Records excerpted from a collection
------------------------
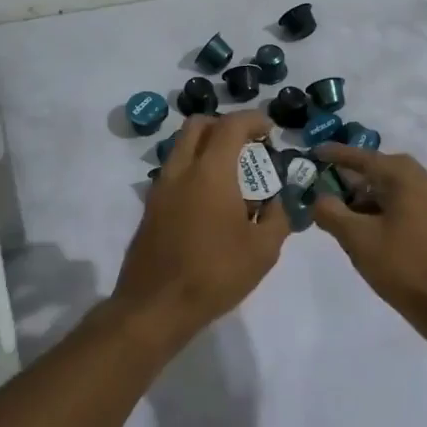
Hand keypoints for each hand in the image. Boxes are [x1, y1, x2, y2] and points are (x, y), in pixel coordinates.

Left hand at [112, 111, 290, 329]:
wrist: (156, 306)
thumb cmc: (215, 274)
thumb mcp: (263, 250)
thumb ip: (277, 217)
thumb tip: (276, 201)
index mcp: (210, 172)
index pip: (231, 126)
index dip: (253, 120)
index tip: (269, 130)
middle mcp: (181, 170)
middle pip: (198, 126)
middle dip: (225, 126)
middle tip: (248, 146)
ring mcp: (160, 188)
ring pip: (181, 148)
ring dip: (206, 148)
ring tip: (232, 176)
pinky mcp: (150, 207)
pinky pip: (174, 172)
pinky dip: (193, 170)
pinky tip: (211, 202)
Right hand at [311, 145, 426, 344]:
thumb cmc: (403, 266)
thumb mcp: (358, 238)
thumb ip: (331, 212)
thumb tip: (318, 198)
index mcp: (405, 179)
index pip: (365, 158)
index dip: (337, 155)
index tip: (314, 152)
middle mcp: (424, 183)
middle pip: (382, 169)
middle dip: (354, 175)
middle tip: (330, 183)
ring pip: (395, 189)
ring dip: (368, 194)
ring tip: (343, 211)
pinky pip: (405, 205)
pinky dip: (383, 208)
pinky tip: (368, 229)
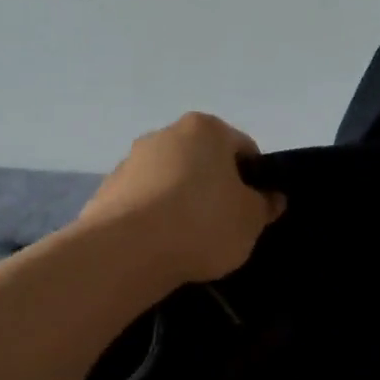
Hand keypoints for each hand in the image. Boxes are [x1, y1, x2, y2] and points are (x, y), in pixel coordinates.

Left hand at [79, 113, 285, 284]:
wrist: (126, 250)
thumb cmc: (202, 223)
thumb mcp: (250, 220)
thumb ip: (265, 205)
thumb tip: (272, 198)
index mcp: (206, 129)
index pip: (243, 148)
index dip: (254, 179)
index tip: (254, 209)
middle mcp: (166, 134)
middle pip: (203, 161)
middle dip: (214, 187)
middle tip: (225, 225)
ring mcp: (131, 160)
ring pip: (170, 180)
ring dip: (182, 202)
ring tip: (189, 241)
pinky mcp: (108, 189)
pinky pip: (143, 202)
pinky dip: (154, 217)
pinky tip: (160, 245)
------------------------
● WHAT TO WORK ON: A word-for-word copy of the records is needed, with no pictures carried over.

● RESPONSE:
Hand keypoints for each hand in the image. Boxes are [x1, y1, x2, y2] and points are (x, y), in pixel coordinates.

Left hand at [112, 111, 290, 329]:
wrist: (156, 306)
thumb cmc: (215, 274)
thumb mcp: (263, 250)
thumb ip: (277, 217)
thumb tip: (276, 201)
index mcp: (210, 172)
index pip: (231, 126)
index dip: (253, 120)
index tip: (269, 130)
middle mcp: (181, 170)
middle pip: (198, 126)
middle dip: (225, 126)
middle tip: (248, 146)
ring mcp: (160, 188)
ring pip: (181, 148)
ring dip: (206, 148)
ring tip: (232, 176)
pinky mcp: (150, 207)
pinky pip: (174, 172)
pinky dip: (193, 170)
pinky tip: (211, 202)
Right hand at [311, 145, 426, 344]:
thumb cmc: (403, 266)
thumb mcp: (358, 238)
thumb ip: (331, 212)
thumb tip: (318, 198)
index mcp: (405, 179)
index pip: (365, 158)
index dip: (337, 155)
index tip: (314, 152)
middle mcp: (424, 183)
middle pip: (382, 169)
middle dip: (354, 175)
middle tip: (330, 183)
ring pip: (395, 189)
ring dip: (368, 194)
ring tip: (343, 211)
pinky pip: (405, 205)
pinky dip: (383, 208)
pinky tip: (368, 229)
Hand keypoints for each hand in the image. Boxes are [x1, y1, x2, y2] and points are (x, y), in pixel coordinates.

Left hand at [79, 113, 285, 284]:
wrist: (126, 250)
thumb cmc: (202, 223)
thumb mcp: (250, 220)
thumb ip: (265, 205)
thumb tip: (272, 198)
index mcp: (206, 129)
index pip: (243, 148)
index dip: (254, 179)
index tip: (254, 209)
middle mcp: (166, 134)
middle pip: (203, 161)
middle dip: (214, 187)
middle tip: (225, 225)
ring mcp: (131, 160)
ring pip: (170, 180)
ring dip: (182, 202)
ring tip: (189, 241)
pinky mcp: (108, 189)
pinky pip: (143, 202)
pinky dip: (154, 217)
pinky tip: (160, 245)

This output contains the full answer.